Got my hippo and almost home!


----------



## secuono (Jun 5, 2016)

Got to ride one of their horses and practiced some on her. Super fun because she's so responsive and only needs a light touch. Side pass, spin, roll back for turns, etc. Hopefully, my hippo will be able to dothe same one day.
He meshed back in like he never left.


----------



## secuono (Jun 6, 2016)

Do I have a training thread for him here?
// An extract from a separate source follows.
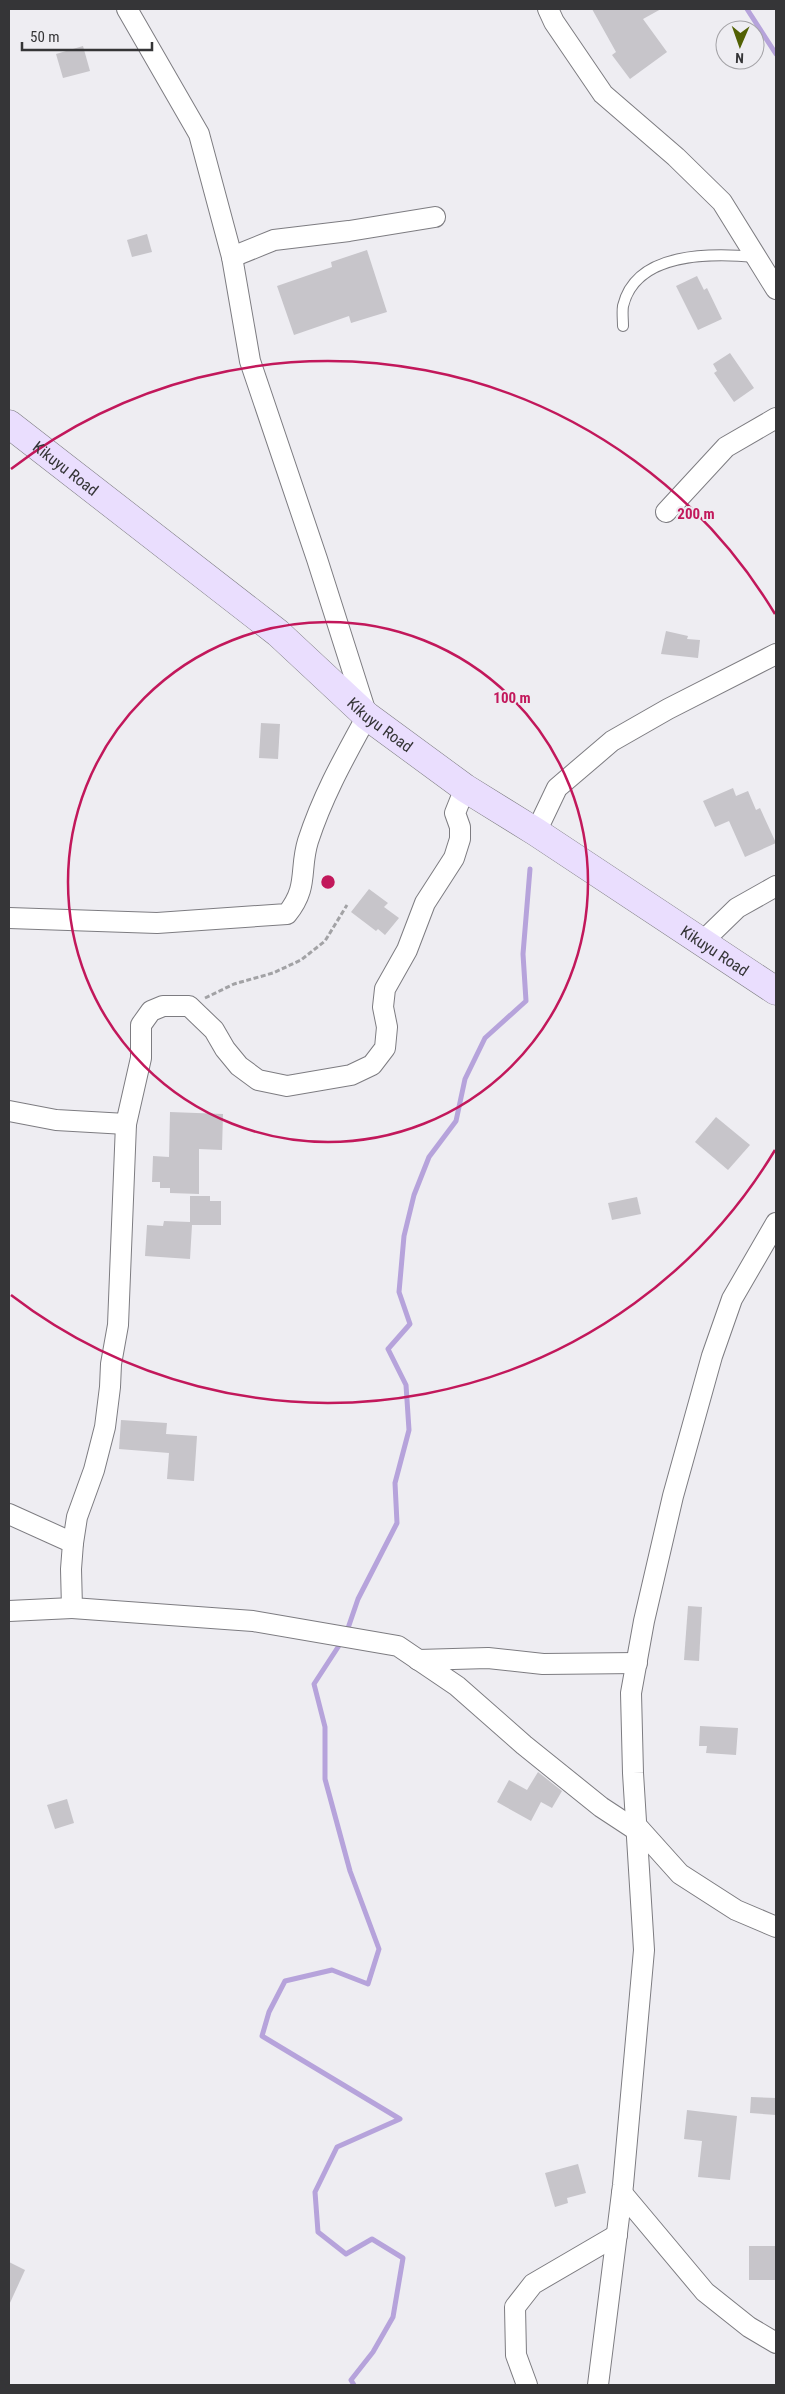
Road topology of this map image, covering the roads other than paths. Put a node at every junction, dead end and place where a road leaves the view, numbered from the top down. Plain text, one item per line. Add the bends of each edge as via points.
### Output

I think I'll use this one for that. 

A tight 800, on the 800+ side of the mark.

He's terribly slow to react to lunging...Tired myself out with trying to keep him going! =/

Got him a bit, french link snaffle, need to adjust it some more, since it hangs a little low.

New girth also came in, but  they still try to ride up forward as much as possible. =/ Darn his ridiculous shape!
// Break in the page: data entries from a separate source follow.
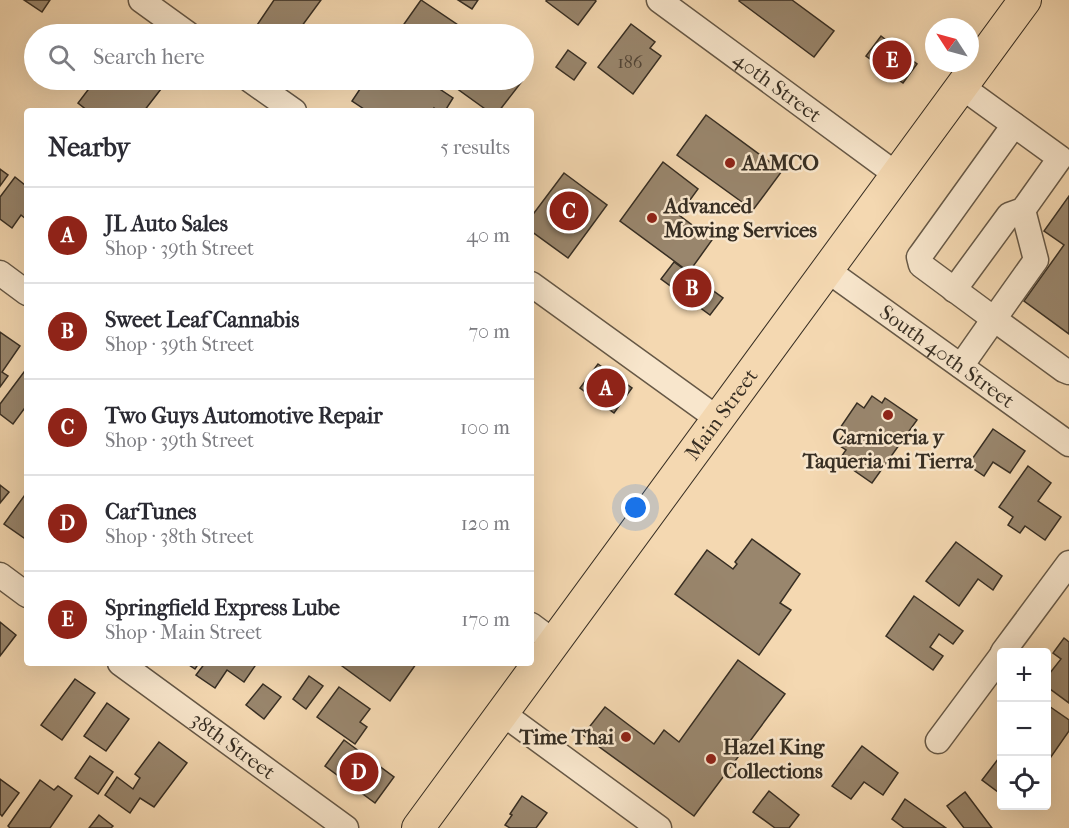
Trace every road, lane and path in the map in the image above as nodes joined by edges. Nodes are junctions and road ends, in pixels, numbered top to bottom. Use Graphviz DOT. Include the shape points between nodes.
graph roads {
  1 [pos="141,0"];
  2 [pos="659,0"];
  3 [pos="1025,0"];
  4 [pos="174,24"];
  5 [pos="962,87"];
  6 [pos="264,90"];
  7 [pos="290,108"];
  8 [pos="1014,125"];
  9 [pos="1064,162"];
  10 [pos="897,175"];
  11 [pos="1023,210"];
  12 [pos="827,270"];
  13 [pos="0,273"];
  14 [pos="534,286"];
  15 [pos="954,290"];
  16 [pos="24,291"];
  17 [pos="994,319"];
  18 [pos="961,366"];
  19 [pos="1069,372"];
  20 [pos="718,419"];
  21 [pos="1069,444"];
  22 [pos="1069,564"];
  23 [pos="0,575"];
  24 [pos="24,593"];
  25 [pos="543,633"];
  26 [pos="1006,648"];
  27 [pos="534,651"];
  28 [pos="997,661"];
  29 [pos="124,666"];
  30 [pos="526,666"];
  31 [pos="502,713"];
  32 [pos="938,741"];
  33 [pos="346,828"];
  34 [pos="418,828"];
  35 [pos="659,828"];
  1 -- 4 [label="street"];
  2 -- 10 [label="street, 40th Street"];
  3 -- 5 [label="main road, Main Street"];
  5 -- 8 [label="street"];
  5 -- 10 [label="main road, Main Street"];
  6 -- 7 [label="street"];
  8 -- 9 [label="street"];
  8 -- 15 [label="street" via="922,253 920,261 924,268"];
  9 -- 11 [label="street"];
  10 -- 12 [label="main road, Main Street"];
  11 -- 15 [label="street" via="1010,215"];
  11 -- 17 [label="street" via="1036,260"];
  12 -- 18 [label="street, South 40th Street"];
  12 -- 20 [label="main road, Main Street"];
  13 -- 16 [label="street"];
  14 -- 20 [label="street"];
  15 -- 17 [label="street"];
  17 -- 18 [label="street"];
  17 -- 19 [label="street"];
  18 -- 21 [label="street, South 40th Street"];
  20 -- 25 [label="main road, Main Street"];
  22 -- 26 [label="street"];
  23 -- 24 [label="street"];
  25 -- 27 [label="main road, Main Street"];
  28 -- 32 [label="street"];
  29 -- 33 [label="street, 38th Street"];
  30 -- 31 [label="main road, Main Street"];
  31 -- 34 [label="main road, Main Street"];
  31 -- 35 [label="street"];
}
Yesterday and today, I splashed him with water from the trough, he's not minding it much. Sucks the hose water is a nasty 55-65F! Cold!  =0


----------



## secuono (Jun 6, 2016)

Copying from my FB, so sorry for repeat info.
Gelding got a new bit, Mad Tack in Madison had one in stock! A french link snaffle. It needs to go up a hole. 
He also got his new girth today, a Total saddle fit, but his gut seems to still shove it too forward. =/
He's so gosh darn slow to move out when lunging! Really have to get after him....Hoping he can get back to responding quicker soon. Wanting to add riding at a walk next week to his exercise program, then trotting the following week. 
Oh, yesterday and today, I splashed trough water on his chest, legs and back/sides. Yesterday he was a touch off about it, but then chilled out. The hose water is a chilly 55-65, so I know he'll balk at that! I sure would! But the minis did great the other week,so hopefully he will as well. 

So glad to have him home, it was weird not having him around.


----------



## secuono (Jun 7, 2016)

He's listening much better this morning. 
Did a quick 10min practice, will do his regular exercise later tonight.


----------



## secuono (Jun 8, 2016)

Too many biting flies, so did something else. Site won't work for me right, so just 2 pics from yesterday.


----------



## secuono (Jun 8, 2016)

Working now. 

 




This one made him look like a miniature, lol.


----------



## Latestarter (Jun 8, 2016)

I don't know horses, but either you're very tall or he's pretty short... He doesn't look like a large horse   The ones I've been around all seemed to have their heads up above mine and I'm ~5'10"... He's sure pretty though.


----------



## secuono (Jun 8, 2016)

Lol, he is 13 or 13.2h
I measured him at 13.2 last year, but when I was measuring his roundness, I decided to measure the minis to see if they grew any, (completely forgot what those were because of....---> ) Measured him as well so he wasn't left out, lol, but it said 13h!!   =/
I must of done it wrong before or have a magical shrinking horse! =0
I'm 5'6"


----------



## secuono (Jun 8, 2016)

I was trying to get confo shots during this morning's practice, before I noticed the issues.
Didn't go well, he's standing up hill. But you can see his fatness in this pic.


----------



## Ferguson K (Jun 8, 2016)

Also,  he's a very pretty horse.


----------



## TAH (Jun 8, 2016)

He is a very nice lookin guy. Looks from the pics that he has gray spots or faded area's on him. Or are my tricking me?


----------



## secuono (Jun 8, 2016)

TAH said:


> He is a very nice lookin guy. Looks from the pics that he has gray spots or faded area's on him. Or are my tricking me?



Dapples!


----------



## secuono (Jun 9, 2016)




----------



## secuono (Jun 9, 2016)

Net is dead at home. Have more pics, but net out in the big wide world seems to be slow as well, lol. Will post others later.


----------



## secuono (Jun 9, 2016)

Whoopsies, all of today's pictures are backwards in order.


 

 

 

 

Still limping today, but less obvious now that his rears have been trimmed. Vet will still check it out. 

No afternoon session. Had to get and put on 2 new front tires for the riding mower. But wasps were living in there, took awhile for them to actually leave. And then battery died...so no mowing. 
And Comcast people were here to fix the internet. Seems like something touched the cable and fried the....thing-a-ma-bob outside leading to the house. =/


----------



## secuono (Jun 9, 2016)

Here is the video with the mini.


----------



## secuono (Jun 9, 2016)

Here is a trotting video. You can see the head bobbing that isn't typical for him here. More obvious in yesterday's video, but that was a mess.


----------



## secuono (Jun 9, 2016)

Bit more obvious in this short video, sorry, I'm talking to myself about it.


----------



## secuono (Jun 11, 2016)

Been too long!


----------



## secuono (Jun 14, 2016)

Really need to haul him in for lessons, my confidence is a shard of what it was. 
I'm a horrible role model, forgot my helmet. Whoopsies!


----------